My retreat is nearly over now, within an hour or two. I think I should have something to show for nearly a week of retreat. I'm sure that it was not a waste. I have had almost no doubts that this was a good choice.

I almost wrote 'the right choice'. That would be a typical thought from this week. Having an extraordinary opportunity like this has been daunting at times. I put a lot of pressure on myself to get things right. Having no one to tell me what to do, I lose myself in questions about what I should do. I don't want to waste this. I don't want to come to the end of it without having made any progress in my life and faith.

Questions surround me.

I know it is important to have a mix of activities, active and contemplative, solitude and companionship, serious and playful, holy and profane (?). There are only a limited number of hours of awake time in each day. How do I create the right balance?

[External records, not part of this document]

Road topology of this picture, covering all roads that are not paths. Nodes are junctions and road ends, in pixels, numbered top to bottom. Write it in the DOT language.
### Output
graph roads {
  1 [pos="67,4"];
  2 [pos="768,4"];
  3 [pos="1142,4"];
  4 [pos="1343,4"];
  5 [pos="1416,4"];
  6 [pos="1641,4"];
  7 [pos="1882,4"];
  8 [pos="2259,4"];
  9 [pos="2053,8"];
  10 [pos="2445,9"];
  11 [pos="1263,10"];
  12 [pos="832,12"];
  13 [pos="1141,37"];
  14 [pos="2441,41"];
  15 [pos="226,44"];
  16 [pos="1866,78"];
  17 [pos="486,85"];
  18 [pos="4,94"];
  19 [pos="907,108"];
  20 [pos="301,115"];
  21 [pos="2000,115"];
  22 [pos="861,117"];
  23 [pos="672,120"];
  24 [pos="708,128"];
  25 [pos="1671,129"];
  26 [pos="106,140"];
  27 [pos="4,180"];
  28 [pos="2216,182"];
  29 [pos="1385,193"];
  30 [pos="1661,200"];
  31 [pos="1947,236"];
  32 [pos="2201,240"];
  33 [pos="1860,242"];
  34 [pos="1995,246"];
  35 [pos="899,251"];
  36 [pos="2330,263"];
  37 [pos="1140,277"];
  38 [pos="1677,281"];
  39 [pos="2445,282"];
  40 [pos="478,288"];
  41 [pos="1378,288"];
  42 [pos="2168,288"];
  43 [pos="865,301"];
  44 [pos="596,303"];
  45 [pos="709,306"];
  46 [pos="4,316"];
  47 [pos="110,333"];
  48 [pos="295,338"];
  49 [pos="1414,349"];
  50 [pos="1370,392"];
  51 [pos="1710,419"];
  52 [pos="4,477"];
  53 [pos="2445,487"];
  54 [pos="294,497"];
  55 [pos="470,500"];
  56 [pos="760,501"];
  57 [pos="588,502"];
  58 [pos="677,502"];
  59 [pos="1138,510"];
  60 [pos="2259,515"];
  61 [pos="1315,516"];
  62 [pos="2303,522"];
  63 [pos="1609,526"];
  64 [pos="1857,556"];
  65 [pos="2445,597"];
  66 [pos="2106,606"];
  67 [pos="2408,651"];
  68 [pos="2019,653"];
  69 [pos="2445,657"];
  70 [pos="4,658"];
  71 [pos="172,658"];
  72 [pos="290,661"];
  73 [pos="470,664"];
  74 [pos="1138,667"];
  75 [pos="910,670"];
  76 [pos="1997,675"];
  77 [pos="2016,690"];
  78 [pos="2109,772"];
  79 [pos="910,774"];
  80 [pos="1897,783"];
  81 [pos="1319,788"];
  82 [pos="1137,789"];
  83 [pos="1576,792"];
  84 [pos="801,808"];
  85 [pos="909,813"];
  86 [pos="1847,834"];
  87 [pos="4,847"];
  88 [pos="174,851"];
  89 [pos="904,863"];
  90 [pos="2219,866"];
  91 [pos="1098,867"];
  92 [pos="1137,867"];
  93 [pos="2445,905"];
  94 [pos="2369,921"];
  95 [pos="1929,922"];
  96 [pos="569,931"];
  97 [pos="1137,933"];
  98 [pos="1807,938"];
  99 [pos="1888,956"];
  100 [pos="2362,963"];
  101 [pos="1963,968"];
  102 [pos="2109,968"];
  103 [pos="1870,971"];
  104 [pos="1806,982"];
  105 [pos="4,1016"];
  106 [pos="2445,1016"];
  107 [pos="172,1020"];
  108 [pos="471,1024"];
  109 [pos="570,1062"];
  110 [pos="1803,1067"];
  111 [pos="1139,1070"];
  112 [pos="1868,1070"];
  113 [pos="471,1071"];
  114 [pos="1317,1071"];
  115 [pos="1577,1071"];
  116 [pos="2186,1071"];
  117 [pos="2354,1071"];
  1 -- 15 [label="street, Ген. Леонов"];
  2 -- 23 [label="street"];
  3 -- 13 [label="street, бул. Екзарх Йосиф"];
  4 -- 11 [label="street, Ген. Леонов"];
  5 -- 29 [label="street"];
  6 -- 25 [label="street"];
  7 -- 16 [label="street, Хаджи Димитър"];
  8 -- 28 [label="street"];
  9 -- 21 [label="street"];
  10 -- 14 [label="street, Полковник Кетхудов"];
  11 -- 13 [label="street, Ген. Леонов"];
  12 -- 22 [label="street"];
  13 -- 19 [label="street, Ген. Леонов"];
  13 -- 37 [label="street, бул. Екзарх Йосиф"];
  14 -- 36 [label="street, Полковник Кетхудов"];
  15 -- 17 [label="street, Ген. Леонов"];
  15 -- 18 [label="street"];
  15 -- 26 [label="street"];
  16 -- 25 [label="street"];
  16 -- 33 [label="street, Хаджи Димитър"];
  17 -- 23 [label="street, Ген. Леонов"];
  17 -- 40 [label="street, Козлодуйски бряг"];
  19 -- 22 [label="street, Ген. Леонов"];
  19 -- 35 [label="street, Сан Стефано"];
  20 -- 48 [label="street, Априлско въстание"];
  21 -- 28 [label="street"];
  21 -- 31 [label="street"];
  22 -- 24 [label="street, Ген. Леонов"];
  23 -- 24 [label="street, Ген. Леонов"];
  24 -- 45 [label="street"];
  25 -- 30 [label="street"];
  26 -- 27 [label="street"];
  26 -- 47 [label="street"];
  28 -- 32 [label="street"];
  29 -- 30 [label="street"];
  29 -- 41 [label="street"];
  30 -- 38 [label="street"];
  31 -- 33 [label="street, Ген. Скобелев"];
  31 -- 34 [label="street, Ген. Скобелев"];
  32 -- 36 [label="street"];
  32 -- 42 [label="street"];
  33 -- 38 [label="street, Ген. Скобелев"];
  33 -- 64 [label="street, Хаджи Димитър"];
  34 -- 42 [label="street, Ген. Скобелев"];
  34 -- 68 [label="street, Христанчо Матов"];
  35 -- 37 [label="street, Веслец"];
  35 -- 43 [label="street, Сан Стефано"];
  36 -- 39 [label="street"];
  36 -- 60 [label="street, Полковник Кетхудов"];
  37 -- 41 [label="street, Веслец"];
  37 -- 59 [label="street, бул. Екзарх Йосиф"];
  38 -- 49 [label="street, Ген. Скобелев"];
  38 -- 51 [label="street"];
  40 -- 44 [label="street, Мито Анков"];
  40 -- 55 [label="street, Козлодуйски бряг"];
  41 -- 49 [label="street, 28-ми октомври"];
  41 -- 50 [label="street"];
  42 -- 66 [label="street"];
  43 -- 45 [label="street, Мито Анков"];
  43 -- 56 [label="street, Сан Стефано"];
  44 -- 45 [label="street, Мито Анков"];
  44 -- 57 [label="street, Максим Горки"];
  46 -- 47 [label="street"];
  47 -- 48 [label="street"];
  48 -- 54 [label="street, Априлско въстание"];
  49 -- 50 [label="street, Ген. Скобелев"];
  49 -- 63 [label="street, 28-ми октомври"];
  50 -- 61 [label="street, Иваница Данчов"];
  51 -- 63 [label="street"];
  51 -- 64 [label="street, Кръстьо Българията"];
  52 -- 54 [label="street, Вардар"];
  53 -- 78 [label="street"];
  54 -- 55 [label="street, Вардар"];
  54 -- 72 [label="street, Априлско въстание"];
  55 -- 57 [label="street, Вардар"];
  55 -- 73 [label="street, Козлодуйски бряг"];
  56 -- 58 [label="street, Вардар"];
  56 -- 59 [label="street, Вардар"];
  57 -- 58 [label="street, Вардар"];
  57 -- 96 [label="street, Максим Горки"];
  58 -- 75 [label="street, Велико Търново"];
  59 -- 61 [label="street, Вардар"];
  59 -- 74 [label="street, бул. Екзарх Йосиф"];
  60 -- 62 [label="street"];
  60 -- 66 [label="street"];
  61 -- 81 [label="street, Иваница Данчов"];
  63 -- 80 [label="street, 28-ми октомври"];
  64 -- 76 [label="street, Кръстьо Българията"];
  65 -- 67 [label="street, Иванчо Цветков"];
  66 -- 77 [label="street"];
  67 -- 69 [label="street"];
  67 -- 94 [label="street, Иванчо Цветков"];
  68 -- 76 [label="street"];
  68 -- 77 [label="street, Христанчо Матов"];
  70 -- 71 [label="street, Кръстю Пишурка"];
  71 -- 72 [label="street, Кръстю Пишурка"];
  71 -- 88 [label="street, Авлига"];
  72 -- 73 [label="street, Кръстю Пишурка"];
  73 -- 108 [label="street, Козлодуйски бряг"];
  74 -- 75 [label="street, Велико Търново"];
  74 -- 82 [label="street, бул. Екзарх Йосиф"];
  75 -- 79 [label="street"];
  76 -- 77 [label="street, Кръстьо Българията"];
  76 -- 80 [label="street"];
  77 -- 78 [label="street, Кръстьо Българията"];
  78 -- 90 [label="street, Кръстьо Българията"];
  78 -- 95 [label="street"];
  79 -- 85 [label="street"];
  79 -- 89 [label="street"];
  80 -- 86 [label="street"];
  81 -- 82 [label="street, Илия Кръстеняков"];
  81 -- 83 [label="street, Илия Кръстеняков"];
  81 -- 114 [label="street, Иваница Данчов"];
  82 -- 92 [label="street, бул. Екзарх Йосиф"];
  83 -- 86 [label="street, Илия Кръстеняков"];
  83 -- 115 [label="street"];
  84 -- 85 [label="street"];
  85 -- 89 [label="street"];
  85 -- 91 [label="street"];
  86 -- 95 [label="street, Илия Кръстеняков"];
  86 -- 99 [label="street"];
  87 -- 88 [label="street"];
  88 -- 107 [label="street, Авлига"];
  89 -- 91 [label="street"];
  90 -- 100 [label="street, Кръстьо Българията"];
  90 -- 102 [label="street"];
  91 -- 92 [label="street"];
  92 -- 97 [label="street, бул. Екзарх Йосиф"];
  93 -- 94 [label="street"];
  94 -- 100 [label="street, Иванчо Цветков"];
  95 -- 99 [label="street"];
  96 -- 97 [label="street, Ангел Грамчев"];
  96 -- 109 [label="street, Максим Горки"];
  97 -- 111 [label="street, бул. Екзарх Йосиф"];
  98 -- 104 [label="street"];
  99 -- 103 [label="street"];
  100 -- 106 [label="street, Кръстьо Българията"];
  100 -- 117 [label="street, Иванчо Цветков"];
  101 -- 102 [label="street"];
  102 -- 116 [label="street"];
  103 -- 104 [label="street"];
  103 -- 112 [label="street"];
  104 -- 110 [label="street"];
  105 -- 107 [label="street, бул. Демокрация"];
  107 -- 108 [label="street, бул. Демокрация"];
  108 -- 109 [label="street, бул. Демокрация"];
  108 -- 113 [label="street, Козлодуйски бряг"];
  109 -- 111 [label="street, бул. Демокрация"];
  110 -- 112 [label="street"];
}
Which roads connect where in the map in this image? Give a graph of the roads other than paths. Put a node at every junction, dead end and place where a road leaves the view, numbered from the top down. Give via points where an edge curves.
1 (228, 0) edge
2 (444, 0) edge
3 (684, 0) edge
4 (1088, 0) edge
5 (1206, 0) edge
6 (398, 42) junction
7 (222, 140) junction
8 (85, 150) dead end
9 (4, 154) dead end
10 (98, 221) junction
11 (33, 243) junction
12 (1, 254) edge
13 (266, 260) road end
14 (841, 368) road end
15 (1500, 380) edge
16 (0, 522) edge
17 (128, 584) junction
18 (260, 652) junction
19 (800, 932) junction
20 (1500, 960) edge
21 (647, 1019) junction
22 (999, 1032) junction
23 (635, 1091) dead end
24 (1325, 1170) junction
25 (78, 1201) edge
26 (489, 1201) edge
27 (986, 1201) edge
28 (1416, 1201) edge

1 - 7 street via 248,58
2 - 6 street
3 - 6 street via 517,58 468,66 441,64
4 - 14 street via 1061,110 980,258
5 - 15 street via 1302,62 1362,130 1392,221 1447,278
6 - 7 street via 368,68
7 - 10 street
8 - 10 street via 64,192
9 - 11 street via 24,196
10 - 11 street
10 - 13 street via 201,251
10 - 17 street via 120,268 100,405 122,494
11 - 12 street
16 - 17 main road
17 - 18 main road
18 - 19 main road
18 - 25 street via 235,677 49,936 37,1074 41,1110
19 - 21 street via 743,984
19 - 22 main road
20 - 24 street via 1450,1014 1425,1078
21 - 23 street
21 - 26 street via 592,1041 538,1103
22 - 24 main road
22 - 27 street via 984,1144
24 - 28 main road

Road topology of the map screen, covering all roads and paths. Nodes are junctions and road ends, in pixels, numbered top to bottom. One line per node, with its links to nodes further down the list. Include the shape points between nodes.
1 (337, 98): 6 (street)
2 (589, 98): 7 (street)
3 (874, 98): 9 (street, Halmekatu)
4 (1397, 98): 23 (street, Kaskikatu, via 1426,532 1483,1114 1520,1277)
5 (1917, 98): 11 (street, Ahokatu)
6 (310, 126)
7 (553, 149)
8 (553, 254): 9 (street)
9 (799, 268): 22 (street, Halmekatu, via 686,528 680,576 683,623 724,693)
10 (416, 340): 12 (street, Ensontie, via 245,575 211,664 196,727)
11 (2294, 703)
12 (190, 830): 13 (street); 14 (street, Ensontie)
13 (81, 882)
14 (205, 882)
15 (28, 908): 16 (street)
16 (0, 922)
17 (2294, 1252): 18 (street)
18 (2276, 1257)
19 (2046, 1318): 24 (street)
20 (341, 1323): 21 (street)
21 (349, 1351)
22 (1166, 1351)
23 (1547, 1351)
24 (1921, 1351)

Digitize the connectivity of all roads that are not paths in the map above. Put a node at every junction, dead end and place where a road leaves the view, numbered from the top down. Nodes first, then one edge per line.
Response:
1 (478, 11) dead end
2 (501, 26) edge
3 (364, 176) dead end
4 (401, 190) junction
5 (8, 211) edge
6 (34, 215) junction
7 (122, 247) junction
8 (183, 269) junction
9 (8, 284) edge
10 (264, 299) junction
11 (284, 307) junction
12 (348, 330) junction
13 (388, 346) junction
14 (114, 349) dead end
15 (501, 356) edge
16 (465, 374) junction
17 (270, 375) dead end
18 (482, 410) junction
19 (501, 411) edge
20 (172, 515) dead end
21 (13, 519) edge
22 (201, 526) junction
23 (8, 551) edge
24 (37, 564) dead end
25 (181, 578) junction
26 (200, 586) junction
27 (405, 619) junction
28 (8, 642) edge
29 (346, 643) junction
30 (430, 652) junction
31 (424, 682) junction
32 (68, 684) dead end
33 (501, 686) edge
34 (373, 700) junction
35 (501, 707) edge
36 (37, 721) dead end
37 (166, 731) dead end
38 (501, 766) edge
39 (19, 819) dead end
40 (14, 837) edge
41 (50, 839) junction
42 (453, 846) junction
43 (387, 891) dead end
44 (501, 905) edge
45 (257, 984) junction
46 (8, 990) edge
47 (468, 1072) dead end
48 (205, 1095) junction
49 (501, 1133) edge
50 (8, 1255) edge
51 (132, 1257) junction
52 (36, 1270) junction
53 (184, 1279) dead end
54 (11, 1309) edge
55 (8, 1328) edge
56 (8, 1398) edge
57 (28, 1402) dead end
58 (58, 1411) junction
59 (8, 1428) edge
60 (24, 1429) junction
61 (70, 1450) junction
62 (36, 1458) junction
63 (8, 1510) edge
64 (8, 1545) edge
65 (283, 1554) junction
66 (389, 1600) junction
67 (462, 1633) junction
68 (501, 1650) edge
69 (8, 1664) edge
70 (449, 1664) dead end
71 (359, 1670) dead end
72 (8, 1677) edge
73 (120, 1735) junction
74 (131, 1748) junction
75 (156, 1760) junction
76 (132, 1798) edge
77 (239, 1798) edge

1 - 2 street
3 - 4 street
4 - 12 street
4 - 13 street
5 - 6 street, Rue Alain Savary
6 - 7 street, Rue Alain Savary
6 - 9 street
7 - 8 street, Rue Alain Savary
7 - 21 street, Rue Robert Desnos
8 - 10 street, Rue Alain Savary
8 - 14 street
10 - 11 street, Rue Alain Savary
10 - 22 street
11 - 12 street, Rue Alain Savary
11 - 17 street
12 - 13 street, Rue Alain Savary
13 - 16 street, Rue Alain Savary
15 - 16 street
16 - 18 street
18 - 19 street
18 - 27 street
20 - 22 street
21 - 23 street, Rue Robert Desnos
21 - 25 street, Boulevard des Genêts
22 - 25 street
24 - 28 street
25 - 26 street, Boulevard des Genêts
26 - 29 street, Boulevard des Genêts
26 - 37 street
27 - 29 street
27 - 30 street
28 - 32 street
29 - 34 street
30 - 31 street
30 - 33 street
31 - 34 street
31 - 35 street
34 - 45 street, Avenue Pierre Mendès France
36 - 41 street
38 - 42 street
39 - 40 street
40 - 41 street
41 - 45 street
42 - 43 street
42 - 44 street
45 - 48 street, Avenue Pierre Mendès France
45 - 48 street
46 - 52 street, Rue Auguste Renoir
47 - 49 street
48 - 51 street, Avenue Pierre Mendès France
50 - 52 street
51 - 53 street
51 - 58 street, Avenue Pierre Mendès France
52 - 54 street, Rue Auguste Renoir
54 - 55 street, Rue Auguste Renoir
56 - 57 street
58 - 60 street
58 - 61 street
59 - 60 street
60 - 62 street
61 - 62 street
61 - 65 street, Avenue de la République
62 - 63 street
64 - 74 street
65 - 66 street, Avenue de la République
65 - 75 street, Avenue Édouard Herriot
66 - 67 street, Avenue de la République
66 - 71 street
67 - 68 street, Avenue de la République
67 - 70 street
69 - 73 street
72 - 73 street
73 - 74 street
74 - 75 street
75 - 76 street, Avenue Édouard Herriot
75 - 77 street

I'm so stuck on this rightness stuff. Sometimes I want to swing the other way and just veg out until I can't stand vegging out anymore. But I know that when choosing between contemplation and movies, tv, eating out, etc. that unless I am firmly committed to 'doing the right thing' contemplation will get pushed to the side. I also know that I love contemplation. It grounds me. It somehow gets me to the truth, or at least closer to it. If I don't do it I suffer.

Why is it so tempting to replace something I love this much with stuff that is fun but doesn't fulfill with the same depth and satisfaction? I'm sure there are a lot of answers to this. Most of them don't matter. What matters to me right now is that at this point in my life I can't just trust that doing what I want to do will end up being healthy. I know that I choose too many things that push out the healthiest things. I don't mean that these things are bad. But it's like choosing a store brand hard and dry cookie that is close to me when there are warm fresh gooey chocolate chip cookies in the kitchen if I just will get up and go get them.

I hate the word 'should' because it always makes me feel guilty. I have been on a campaign for years to replace 'should' with 'want to'. I want to do things out of choice and conviction rather than oughtness. I don't want to take pride in some kind of pseudo-holiness self-righteousness because I always do what I 'should' do. I want to keep some humility about this.

The truth is, when I let this go my attitudes get nasty. I start looking for fairness instead of justice, blame instead of solutions. I'm not doing this stuff because it is holy or righteous. I'm doing it because I'm a mess without it. Sometimes I'm even a mess with it.